After his death, Queen Artemisia resolved to build him the most immaculate tomb the world had ever seen. She sent for the most gifted artist of that time period. Sculptors like Scopas who had helped rebuild the temple of artemis at ephesus, and others such as timotheus bryaxis and leochares.
The architects who answered Artemisias call were Satyros and Pythias. In building the tomb no effort was made to out do the pyramids. Two years after her husband’s death and the construction of the tomb began, queen artemisa died.
At this time the tomb was still incomplete, however the sculptors resolved to finish their work. The tomb became known as the mausoleum, and the word has passed into our language, as a word used to describe a large tomb.
Earthquakes destroyed the mausoleum in the fifteenth century, shattering the columns and sending the chariot crashing down. By 1404 AD only the square base remained intact, the rest of the stone was used by the Crusaders for building material.

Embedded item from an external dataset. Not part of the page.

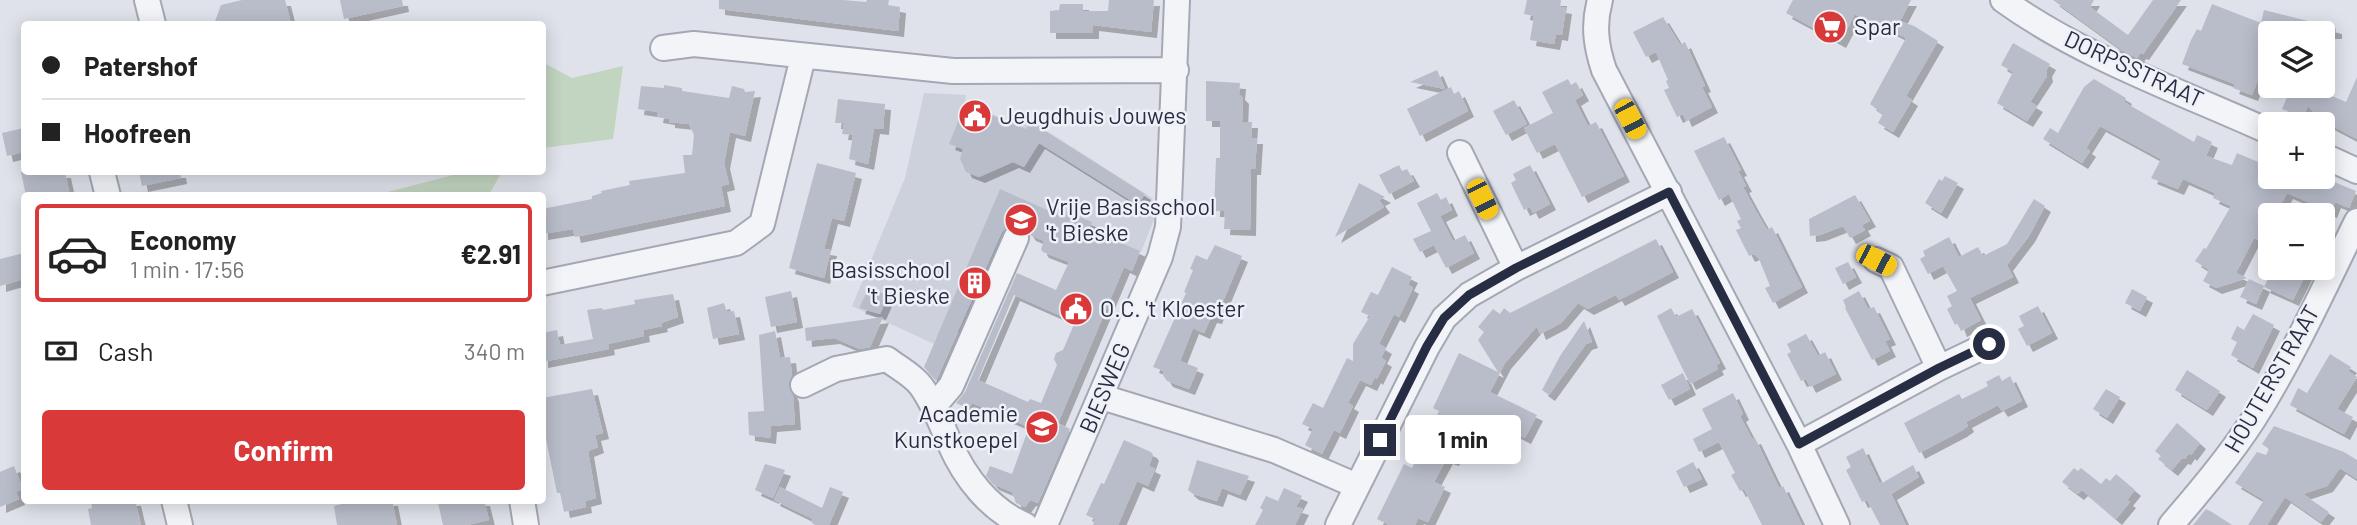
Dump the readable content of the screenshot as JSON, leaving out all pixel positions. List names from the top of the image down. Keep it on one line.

It was the Crusaders who discovered what was in the base of the monument, and it was during this time that a group of Crusaders ransacked the tomb stripping it of all its treasure. In 1897 a British archeologist named Newton began to excavate the remains. He found fragments of the chariot and uncovered statues of both mausolos and artemisia.
The remains can be found in the mausoleum Room of the British Museum. The Mausoleum overlooked the city of halicarnasos for many centuries. It was untouched when the city fell to Alexander the Great in 334 B.C. and still undamaged after attacks by pirates in 62 and 58 B.C.. It stood above the city ruins for some 17 centuries. Then a series of earthquakes shattered the columns and sent the stone chariot crashing to the ground. By 1404 A.D. only the very base of the Mausoleum was still recognizable.
Crusaders, who had occupied the city from the thirteen century onward, recycled the broken stone into their own buildings. In 1522 rumours of a Turkish invasion caused Crusaders to strengthen the castle at halicarnasos (which was by then known as Bodrum) and much of the remaining portions of the tomb was broken up and used within the castle walls. Indeed sections of polished marble from the tomb can still be seen there today.
In 1846 the Museum sent the archaeologist Charles Thomas Newton to search for more remains of the Mausoleum. He had a difficult job. He didn’t know the exact location of the tomb and the cost of buying up all the small parcels of land in the area to look for it would have been astronomical.
Instead Newton studied the accounts of ancient writers like Pliny to obtain the approximate size and location of the memorial, then bought a plot of land in the most likely location. Digging down, Newton explored the surrounding area through tunnels he dug under the surrounding plots. He was able to locate some walls, a staircase, and finally three of the corners of the foundation.
With this knowledge, Newton was able to figure out which plots of land he needed to buy. Newton then excavated the site and found sections of the reliefs that decorated the wall of the building and portions of the stepped roof. Also a broken stone chariot wheel, some seven feet in diameter, from the sculpture on the roof was discovered.
Finally, he found the statues of mausolus and artemisia that had stood at the pinnacle of the building. Today these works of art stand in the Mausoleum Room at the British Museum. There the images of mausolus and his queen forever watch over the few broken remains of the beautiful tomb she built for him.
Today, the massive castle still stands in bodrum, and the polished stone and marble blocks of the mausoleum can be spotted within the walls of the structure.
Some of the sculptures survived and are today on display at the British Museum in London. These include fragment of statues and many slabs of the frieze showing the battle between the greeks and the amazons. At the site of the Mausoleum itself, only the foundation remains of the once magnificent Wonder.